A la  falta de recursos para invertir en la periferia en el pasado se sumó el desplazamiento y la violencia. Pese a que en varias de esas regiones se encuentran valiosos minerales y extensas tierras cultivables. Es archiconocido que  desde tiempos antiguos en ciertas zonas como el Guainía se explota el oro y otros minerales, que se venden y comercian en Brasil. Los bajos impuestos y la casi ausencia del Estado facilitaron la explotación sin que los de la región obtuvieran los beneficios que esperaban. Todavía en el Chocó del oro que se extrae son precarias las inversiones para mejorar la vida de los habitantes. Y con los cultivos de coca llegaron gentes de todas partes del país y del exterior, con la esperanza de hacer fortuna. Muchos de esos aventureros se rejuntaron con las indígenas, a las que abandonaban con hijos cuando se desplazaban a otras zonas, perseguidos por la ley o en busca de mejores oportunidades. Lo que cambió la estructura general y multiplicó la quiebra social. Al tiempo aparecieron las Farc y otros grupos violentos, que reclutaban esos jóvenes  para adiestrarlos en sus andanzas criminales. Esa radiografía sucinta de la degradación social se repite una y otra vez. Con ingredientes nefastos, cuando emerge la guerrilla para hacer su “guerra” resuelve por largos años volar puentes, atacar las sucursales de la Caja Agraria y las modestas estaciones de Policía; incluso disparan contra centros de salud y ambulancias. Es cuando el Estado casi desaparece de esas extensas zonas.

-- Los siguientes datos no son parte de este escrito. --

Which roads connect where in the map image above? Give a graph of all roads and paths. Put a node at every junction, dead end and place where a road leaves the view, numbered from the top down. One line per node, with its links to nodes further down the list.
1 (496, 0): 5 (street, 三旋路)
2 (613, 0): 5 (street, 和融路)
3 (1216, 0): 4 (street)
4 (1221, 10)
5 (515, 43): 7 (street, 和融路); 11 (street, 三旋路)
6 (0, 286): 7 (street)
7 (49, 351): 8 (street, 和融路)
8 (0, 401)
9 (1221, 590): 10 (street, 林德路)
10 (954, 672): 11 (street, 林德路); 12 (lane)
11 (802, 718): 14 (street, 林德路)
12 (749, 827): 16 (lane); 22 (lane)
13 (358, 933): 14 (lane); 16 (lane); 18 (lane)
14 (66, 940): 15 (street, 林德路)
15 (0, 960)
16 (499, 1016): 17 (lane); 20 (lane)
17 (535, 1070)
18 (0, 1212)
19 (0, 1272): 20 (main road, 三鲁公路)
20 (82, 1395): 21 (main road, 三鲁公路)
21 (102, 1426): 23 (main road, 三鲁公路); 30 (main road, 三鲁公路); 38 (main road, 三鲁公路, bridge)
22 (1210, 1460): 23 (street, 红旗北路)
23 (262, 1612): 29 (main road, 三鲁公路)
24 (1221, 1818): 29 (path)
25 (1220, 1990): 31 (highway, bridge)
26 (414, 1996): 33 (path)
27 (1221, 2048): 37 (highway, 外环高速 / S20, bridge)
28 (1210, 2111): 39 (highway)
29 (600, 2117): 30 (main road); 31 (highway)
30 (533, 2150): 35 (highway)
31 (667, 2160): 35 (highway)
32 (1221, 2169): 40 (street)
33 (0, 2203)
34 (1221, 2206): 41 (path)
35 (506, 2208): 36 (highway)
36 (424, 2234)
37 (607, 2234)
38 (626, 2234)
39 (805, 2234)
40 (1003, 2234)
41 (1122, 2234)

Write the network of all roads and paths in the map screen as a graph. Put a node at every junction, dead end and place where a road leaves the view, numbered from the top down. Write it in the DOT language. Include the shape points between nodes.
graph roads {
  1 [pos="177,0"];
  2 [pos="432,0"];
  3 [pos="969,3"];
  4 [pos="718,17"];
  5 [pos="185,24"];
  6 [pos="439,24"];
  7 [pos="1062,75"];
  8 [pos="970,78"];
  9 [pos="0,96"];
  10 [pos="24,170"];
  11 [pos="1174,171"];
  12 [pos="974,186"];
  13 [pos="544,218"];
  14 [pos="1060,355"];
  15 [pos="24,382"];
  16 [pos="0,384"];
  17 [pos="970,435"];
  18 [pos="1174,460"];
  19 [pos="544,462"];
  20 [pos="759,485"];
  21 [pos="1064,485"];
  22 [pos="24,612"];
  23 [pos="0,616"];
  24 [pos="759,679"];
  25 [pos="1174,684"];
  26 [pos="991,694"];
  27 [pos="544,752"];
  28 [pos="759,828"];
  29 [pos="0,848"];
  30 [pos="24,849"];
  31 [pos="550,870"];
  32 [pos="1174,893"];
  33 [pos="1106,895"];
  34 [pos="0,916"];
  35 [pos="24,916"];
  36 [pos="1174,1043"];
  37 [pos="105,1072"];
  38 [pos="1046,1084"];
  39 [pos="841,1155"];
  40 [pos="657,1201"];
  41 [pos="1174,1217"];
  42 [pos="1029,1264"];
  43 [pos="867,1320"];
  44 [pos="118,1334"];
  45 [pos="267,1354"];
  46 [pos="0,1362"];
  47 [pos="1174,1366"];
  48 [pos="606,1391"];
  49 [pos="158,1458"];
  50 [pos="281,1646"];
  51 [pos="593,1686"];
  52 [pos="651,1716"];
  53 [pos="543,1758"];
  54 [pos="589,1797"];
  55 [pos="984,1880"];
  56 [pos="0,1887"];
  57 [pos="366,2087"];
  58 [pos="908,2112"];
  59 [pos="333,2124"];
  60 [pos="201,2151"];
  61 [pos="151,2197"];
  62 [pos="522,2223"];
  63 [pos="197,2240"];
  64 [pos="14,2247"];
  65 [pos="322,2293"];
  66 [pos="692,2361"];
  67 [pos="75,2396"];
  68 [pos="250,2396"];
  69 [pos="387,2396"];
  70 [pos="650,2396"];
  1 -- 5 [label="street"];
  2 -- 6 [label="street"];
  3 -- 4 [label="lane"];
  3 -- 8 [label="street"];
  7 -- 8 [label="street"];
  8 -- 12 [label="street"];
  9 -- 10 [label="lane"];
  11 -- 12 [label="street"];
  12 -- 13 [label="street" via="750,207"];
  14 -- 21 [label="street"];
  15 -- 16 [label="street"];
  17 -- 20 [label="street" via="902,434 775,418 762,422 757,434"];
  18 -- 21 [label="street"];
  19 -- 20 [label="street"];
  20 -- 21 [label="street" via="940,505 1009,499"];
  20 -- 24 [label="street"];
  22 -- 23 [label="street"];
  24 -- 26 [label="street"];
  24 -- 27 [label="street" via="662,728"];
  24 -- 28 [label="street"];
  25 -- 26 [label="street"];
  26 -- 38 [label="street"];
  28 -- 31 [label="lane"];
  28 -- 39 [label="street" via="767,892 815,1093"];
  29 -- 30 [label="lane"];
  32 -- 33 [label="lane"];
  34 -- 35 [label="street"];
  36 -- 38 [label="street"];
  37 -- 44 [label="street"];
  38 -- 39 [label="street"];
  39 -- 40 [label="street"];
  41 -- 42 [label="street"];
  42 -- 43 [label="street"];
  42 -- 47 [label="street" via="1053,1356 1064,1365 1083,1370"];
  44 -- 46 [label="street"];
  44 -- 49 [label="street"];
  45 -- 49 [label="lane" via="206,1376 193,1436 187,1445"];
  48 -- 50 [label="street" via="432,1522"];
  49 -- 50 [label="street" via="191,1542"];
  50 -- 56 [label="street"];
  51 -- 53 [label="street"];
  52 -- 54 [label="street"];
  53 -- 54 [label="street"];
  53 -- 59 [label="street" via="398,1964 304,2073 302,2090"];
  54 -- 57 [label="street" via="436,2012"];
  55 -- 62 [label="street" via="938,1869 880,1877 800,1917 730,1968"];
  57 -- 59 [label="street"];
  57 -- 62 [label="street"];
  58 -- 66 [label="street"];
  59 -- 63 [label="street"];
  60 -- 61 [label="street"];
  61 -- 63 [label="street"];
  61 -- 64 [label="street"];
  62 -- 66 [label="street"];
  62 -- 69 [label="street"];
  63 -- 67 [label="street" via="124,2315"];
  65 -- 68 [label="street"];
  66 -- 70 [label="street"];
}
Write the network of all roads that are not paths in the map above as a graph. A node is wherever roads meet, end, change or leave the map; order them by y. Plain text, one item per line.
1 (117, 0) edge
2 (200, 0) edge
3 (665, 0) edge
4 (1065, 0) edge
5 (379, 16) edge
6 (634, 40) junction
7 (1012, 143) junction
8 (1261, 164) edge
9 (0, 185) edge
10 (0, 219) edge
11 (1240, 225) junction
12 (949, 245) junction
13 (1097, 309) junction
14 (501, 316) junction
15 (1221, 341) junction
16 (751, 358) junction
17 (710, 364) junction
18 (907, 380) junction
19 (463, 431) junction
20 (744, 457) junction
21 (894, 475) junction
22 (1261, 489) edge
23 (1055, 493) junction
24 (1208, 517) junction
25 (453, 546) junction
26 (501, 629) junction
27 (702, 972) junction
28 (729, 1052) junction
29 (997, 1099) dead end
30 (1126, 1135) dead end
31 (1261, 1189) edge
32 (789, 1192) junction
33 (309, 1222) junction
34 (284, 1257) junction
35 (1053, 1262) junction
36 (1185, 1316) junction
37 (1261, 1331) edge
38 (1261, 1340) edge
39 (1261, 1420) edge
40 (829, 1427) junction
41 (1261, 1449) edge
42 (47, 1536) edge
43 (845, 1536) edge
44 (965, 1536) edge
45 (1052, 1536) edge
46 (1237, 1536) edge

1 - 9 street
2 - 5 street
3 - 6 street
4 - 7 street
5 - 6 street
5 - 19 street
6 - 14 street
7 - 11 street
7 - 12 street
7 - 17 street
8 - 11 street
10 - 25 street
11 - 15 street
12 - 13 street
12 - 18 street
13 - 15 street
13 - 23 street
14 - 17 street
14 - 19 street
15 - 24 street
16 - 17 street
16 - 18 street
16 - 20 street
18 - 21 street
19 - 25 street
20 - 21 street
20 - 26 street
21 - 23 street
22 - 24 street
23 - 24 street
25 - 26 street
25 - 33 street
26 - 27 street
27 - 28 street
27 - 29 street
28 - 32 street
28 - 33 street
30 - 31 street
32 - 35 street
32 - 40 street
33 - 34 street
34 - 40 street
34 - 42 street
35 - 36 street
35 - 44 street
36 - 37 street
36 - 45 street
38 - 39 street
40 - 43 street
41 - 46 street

Se requirió del Plan Colombia entre Colombia y los Estados Unidos, e iniciar la política de rescate de esas regiones, para lo que se trató no solamente de recurrir a la opción militar en gran escala, sino que se contemplaba un ambicioso proyecto económico, en particular para sustituir los cultivos ilícitos. Los costos de esa guerra y la pérdida de oportunidades de desarrollo para el país han sido incuantificables, dado que en esos lejanos parajes existe una gran riqueza minera sin explotar.

 Lo mismo que de lograrse la paz esos territorios se pueden incorporar a la agricultura, la ganadería y el desarrollo de bosques tropicales como los que se han ensayado con gran éxito en el Proyecto  Gaviotas, de Paolo Lugari. Es interesante destacar cómo desde su elevada jerarquía eclesiástica, el cardenal Salazar, presidente de la Conferencia Episcopal, recuerda  que: “Colombia ha sido un gran país que ha sido herido profundamente por el conflicto armado, esperamos que pueda ir sanando todas sus heridas, para que se pueda llegar a un país reconciliado, a un país verdaderamente de paz,  porque la paz no es solamente el fin del conflicto armado, sino que la paz, según San Agustín, es la tranquilidad del orden”.

Algo parecido planteaba  no hace mucho en unas declaraciones Lugari, que es uno de los que han explorado a fondo las posibilidades de la tierra en esas zonas periféricas: “Yo veo que en Colombia hay un gran potencial, que hay las condiciones humanas, geográficas y sociales para que el país salga adelante. Pero para eso se necesita un gran entusiasmo y una gran calidad humana y sobre todo una disposición a que tenemos que ver el país con un criterio de inclusión en donde todos quepan y donde esa inclusión sea tan inteligente que a pesar de tener heridas las pueda por lo menos curar, no importa no olvidar. Todo esto depende de la actitud sicológica y de la calidad humana de los habitantes de nuestro país”. Coincidencias, como esa entre uno de los hombres mejor informados de la Iglesia y un visionario del desarrollo sostenido y la defensa a ultranza del medio ambiente, invitan a un moderado optimismo. Ambos consideran que al reducir la miseria, combatir la injusticia, elevar las condiciones de vida de la población, propiciar la inclusión  y estimular el desarrollo con equidad, el país tendrá una paz cierta.